Stored items
^^^^

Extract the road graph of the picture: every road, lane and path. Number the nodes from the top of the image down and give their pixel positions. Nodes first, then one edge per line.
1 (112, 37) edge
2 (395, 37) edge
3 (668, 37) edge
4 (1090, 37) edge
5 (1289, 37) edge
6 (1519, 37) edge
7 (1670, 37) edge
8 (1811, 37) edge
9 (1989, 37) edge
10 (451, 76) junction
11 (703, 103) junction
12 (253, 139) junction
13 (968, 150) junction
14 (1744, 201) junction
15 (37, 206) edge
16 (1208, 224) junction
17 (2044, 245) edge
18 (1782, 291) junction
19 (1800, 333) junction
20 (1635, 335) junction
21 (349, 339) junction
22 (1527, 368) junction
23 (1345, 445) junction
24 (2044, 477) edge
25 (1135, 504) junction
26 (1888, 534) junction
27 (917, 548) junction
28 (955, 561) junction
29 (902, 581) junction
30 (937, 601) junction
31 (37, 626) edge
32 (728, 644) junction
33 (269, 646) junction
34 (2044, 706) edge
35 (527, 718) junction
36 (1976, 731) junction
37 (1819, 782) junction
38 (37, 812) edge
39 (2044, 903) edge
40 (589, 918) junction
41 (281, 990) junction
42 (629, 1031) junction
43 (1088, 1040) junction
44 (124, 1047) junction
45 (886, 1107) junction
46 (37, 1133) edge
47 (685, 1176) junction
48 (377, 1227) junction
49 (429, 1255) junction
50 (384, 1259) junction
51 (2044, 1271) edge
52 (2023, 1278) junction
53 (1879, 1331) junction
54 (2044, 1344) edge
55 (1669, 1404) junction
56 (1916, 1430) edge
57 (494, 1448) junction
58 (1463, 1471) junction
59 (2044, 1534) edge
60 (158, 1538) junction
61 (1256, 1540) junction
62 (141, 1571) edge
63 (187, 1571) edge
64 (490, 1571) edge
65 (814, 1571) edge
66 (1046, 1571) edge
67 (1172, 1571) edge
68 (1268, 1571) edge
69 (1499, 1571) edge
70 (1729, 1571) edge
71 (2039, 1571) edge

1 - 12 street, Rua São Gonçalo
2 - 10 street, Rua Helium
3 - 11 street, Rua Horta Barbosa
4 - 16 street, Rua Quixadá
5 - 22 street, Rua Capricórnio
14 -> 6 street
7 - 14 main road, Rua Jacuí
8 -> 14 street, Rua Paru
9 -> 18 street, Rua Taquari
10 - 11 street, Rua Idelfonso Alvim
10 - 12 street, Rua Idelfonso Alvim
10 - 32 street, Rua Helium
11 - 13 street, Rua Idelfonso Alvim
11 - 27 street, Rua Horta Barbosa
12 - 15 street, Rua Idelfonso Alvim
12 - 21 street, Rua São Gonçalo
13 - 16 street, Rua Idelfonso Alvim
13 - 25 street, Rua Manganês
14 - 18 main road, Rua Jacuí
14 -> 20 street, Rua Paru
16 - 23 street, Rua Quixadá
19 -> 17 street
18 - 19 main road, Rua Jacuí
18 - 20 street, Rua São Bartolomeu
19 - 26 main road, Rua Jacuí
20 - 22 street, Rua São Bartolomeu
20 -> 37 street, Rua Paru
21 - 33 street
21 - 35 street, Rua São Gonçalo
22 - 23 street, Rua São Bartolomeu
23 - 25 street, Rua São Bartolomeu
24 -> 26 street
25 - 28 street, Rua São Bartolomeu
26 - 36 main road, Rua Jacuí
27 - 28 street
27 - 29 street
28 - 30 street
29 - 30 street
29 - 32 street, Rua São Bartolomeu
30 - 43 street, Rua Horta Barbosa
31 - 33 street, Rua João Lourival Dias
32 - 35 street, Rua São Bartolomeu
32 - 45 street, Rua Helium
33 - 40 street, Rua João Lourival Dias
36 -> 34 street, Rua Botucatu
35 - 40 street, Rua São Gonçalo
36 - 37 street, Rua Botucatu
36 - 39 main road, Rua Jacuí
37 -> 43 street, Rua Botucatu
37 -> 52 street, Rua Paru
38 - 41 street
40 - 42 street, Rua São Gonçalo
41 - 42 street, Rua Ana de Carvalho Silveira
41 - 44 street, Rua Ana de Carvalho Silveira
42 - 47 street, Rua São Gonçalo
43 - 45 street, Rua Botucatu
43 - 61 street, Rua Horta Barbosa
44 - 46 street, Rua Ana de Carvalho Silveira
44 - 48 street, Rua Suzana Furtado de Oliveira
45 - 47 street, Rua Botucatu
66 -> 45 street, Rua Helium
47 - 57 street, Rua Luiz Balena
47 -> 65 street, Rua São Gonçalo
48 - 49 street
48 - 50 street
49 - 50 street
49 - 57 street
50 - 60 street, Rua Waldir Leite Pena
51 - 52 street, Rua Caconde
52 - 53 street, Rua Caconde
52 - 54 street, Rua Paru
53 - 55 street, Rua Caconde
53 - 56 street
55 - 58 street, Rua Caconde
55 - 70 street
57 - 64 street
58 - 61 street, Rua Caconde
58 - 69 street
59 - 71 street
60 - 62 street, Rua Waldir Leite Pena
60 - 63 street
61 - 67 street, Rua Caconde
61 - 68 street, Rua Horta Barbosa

^^^^

• [Your task] Copy out the lines above with "Caconde" in them.

• [Result for this exercise]
51 - 52 street, Rua Caconde
52 - 53 street, Rua Caconde
53 - 55 street, Rua Caconde
55 - 58 street, Rua Caconde
58 - 61 street, Rua Caconde
61 - 67 street, Rua Caconde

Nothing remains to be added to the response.